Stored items
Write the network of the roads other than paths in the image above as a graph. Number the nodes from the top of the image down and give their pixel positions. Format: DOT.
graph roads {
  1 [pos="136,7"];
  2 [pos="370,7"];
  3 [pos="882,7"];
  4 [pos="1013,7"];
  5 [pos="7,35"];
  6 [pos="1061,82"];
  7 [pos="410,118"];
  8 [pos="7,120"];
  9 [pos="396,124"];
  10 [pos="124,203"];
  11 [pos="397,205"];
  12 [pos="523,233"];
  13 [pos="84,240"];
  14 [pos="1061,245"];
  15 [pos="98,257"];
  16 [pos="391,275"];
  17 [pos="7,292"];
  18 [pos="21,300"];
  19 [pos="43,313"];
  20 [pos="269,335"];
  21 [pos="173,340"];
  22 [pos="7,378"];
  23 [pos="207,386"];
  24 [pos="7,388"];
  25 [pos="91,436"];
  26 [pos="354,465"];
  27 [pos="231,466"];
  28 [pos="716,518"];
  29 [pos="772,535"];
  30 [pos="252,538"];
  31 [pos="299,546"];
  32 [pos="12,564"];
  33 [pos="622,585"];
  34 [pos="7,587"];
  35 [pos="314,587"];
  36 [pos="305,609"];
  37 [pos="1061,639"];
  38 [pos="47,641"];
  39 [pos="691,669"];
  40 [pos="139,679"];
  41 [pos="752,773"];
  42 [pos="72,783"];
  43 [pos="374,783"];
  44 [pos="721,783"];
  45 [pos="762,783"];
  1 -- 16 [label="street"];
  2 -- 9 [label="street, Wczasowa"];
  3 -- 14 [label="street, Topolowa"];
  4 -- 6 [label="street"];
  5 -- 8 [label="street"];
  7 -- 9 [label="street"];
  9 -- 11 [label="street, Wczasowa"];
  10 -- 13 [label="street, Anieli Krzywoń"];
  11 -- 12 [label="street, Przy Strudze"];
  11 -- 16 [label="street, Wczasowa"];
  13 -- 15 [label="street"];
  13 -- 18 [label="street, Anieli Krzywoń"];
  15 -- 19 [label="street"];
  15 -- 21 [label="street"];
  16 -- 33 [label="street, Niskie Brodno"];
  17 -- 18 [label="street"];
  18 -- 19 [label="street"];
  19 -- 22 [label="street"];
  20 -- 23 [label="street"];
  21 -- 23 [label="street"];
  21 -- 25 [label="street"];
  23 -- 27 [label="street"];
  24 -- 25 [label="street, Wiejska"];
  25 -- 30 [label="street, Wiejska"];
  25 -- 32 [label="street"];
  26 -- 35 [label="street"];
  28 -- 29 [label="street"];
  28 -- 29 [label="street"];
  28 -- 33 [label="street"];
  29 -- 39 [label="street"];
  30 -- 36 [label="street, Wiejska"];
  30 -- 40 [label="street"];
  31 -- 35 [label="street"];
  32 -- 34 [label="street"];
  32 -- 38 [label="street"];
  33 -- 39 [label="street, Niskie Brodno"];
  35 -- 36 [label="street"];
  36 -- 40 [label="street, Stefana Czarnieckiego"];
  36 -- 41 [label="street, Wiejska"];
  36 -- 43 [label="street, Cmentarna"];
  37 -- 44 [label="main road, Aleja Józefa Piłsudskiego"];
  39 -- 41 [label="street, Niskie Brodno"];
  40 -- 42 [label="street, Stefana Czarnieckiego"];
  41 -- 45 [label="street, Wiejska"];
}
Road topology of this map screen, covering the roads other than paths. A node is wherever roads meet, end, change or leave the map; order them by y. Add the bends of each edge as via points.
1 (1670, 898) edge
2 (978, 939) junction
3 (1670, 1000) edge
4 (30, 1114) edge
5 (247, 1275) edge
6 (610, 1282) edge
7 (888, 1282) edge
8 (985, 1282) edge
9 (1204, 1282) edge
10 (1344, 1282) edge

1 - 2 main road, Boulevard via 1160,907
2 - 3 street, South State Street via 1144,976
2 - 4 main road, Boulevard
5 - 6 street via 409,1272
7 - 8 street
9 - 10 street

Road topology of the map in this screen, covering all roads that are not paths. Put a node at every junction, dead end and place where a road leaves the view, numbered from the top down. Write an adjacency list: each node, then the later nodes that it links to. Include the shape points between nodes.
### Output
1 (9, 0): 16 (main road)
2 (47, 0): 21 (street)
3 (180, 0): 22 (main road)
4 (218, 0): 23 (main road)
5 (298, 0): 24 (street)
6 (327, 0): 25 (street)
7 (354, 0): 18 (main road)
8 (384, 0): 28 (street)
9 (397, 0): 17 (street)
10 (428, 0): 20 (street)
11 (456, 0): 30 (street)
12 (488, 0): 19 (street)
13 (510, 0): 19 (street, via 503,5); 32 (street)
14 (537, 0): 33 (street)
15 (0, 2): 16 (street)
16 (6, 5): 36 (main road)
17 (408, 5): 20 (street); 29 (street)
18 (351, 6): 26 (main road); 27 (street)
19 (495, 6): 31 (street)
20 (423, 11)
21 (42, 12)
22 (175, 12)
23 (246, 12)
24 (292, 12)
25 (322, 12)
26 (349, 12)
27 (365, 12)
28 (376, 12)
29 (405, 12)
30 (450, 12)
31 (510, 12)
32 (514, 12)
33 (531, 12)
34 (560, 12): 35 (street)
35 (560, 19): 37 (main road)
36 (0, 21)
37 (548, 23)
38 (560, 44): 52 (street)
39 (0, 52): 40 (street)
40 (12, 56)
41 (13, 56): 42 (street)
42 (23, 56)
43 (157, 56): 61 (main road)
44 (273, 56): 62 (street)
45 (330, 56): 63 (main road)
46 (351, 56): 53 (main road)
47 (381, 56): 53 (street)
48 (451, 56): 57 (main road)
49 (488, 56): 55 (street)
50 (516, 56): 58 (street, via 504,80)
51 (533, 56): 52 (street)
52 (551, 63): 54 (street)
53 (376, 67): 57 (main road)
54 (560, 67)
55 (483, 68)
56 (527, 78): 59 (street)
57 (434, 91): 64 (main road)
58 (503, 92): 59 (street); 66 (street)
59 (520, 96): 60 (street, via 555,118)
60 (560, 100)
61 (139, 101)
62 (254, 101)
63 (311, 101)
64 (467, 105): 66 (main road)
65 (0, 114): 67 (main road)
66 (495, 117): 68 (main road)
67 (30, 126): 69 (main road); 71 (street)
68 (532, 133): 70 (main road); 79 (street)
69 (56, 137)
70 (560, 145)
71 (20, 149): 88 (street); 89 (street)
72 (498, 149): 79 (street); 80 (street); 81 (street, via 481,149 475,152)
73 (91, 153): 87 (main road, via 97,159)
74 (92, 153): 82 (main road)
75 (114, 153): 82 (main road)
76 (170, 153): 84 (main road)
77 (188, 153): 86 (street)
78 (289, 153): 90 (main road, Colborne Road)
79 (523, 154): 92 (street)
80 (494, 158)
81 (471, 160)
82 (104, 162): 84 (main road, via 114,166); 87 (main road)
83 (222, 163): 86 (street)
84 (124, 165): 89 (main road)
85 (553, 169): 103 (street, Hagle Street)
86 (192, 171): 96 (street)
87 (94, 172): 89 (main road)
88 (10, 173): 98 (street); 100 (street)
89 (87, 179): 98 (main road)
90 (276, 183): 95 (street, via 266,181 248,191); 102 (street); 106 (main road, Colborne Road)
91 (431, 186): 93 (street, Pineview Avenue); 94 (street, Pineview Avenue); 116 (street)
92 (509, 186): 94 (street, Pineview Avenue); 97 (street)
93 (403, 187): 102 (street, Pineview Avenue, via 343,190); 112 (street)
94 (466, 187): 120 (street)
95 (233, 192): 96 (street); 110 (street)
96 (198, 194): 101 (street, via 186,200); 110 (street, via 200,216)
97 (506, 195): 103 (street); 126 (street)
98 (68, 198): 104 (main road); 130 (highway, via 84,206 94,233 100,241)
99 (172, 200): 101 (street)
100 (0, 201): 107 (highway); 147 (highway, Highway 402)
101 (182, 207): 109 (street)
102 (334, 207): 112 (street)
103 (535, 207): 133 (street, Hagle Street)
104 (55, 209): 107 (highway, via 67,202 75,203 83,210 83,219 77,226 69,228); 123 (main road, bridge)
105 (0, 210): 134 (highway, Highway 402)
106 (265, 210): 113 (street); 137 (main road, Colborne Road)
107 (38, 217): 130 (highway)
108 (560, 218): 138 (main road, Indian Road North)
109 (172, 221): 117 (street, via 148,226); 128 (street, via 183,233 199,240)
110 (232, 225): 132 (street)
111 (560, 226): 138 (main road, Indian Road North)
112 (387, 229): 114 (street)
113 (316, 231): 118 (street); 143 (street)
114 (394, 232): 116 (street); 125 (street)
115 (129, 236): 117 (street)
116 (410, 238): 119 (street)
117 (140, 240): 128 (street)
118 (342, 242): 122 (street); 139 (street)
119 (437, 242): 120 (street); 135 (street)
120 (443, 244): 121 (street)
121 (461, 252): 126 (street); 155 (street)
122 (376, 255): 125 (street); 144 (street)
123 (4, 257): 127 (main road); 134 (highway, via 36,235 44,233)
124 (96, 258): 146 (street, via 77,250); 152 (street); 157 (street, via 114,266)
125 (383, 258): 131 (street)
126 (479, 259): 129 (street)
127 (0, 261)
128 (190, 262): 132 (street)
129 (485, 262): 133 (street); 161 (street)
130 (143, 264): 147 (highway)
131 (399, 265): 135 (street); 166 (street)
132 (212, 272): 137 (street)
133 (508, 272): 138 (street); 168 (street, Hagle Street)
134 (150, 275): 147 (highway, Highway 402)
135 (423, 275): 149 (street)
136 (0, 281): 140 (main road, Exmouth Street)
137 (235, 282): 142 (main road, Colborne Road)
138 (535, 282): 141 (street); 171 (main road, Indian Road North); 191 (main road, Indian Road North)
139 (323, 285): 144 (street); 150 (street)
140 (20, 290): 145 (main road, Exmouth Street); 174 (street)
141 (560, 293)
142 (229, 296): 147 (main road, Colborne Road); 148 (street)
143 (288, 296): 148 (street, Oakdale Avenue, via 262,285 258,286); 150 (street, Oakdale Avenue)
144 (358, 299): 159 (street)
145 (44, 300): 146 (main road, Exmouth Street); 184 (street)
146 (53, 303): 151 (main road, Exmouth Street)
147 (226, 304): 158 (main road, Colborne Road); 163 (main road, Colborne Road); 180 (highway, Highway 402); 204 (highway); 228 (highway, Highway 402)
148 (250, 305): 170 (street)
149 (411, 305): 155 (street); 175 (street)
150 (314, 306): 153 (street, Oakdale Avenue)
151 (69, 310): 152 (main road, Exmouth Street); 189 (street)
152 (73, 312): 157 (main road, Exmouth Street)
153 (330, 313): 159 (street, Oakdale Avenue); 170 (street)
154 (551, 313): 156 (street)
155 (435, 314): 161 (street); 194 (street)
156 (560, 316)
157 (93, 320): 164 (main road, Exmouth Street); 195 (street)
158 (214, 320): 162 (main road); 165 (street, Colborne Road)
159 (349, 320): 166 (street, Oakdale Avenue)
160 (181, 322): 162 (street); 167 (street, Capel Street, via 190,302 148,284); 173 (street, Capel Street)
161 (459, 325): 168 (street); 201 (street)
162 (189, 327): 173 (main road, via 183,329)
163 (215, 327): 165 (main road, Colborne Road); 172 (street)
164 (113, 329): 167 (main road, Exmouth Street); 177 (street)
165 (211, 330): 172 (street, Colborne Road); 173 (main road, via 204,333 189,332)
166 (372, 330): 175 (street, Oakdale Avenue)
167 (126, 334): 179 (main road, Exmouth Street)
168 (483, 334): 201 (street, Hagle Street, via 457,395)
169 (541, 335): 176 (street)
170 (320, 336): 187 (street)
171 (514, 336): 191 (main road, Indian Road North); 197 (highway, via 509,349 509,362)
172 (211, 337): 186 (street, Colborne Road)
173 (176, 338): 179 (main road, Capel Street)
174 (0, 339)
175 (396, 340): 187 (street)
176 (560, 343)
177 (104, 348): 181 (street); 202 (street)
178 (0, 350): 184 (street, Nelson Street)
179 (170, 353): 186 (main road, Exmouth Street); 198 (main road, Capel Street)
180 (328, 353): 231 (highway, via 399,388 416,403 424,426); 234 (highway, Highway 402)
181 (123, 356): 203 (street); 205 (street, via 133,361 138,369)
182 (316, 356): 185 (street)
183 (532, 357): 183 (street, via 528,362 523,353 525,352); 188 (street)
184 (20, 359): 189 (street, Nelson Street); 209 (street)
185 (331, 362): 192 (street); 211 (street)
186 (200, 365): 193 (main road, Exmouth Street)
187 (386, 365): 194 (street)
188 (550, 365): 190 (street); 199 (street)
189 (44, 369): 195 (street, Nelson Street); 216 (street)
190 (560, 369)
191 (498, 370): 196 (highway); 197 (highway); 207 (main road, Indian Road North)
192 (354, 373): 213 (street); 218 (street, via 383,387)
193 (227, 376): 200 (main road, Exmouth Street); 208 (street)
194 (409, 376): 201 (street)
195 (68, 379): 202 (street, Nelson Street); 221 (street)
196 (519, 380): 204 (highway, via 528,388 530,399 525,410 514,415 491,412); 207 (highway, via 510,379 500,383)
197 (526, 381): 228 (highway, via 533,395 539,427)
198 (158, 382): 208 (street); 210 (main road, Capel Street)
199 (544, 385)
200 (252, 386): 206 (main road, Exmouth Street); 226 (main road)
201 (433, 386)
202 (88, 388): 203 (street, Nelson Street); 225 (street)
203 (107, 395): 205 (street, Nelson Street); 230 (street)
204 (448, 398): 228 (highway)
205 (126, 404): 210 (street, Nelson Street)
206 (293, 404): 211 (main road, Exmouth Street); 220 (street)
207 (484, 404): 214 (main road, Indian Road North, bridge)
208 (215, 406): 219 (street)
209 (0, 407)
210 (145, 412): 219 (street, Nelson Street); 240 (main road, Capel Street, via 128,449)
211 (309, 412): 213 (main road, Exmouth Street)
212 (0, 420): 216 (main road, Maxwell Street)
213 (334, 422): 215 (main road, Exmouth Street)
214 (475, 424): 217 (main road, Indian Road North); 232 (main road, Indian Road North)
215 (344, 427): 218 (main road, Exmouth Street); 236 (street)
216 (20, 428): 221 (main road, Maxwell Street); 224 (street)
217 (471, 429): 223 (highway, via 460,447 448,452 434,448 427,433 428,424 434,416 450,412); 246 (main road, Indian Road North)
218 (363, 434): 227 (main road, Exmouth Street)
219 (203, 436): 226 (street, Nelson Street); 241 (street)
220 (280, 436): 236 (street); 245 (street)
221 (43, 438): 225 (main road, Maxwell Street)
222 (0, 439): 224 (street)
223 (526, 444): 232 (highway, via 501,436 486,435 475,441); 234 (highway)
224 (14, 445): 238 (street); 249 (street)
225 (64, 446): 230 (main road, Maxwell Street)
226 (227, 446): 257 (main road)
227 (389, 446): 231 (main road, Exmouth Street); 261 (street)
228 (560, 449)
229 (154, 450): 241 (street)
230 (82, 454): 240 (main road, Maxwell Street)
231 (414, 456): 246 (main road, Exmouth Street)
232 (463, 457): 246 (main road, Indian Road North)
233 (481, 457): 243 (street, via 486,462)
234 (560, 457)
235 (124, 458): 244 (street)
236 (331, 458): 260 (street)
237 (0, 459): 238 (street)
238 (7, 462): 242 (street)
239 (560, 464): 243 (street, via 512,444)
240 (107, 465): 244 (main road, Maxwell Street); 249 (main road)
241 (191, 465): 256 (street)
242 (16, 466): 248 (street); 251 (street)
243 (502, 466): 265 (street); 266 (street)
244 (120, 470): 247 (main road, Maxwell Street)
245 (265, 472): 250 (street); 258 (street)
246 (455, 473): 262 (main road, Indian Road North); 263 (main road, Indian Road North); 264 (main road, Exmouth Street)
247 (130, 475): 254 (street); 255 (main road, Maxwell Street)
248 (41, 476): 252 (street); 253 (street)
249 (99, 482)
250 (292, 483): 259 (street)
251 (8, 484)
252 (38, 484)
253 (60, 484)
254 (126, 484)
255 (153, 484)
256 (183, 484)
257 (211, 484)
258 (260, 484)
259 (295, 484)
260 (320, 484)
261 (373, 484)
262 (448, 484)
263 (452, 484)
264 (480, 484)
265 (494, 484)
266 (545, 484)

● **ABOUT THIS EXERCISE**: Which of the lines in the data contain the string "Maxwell"? Return each one.

● **WRITTEN RESPONSE**:
212 (0, 420): 216 (main road, Maxwell Street)
216 (20, 428): 221 (main road, Maxwell Street); 224 (street)
221 (43, 438): 225 (main road, Maxwell Street)
225 (64, 446): 230 (main road, Maxwell Street)
230 (82, 454): 240 (main road, Maxwell Street)
240 (107, 465): 244 (main road, Maxwell Street); 249 (main road)
244 (120, 470): 247 (main road, Maxwell Street)
247 (130, 475): 254 (street); 255 (main road, Maxwell Street)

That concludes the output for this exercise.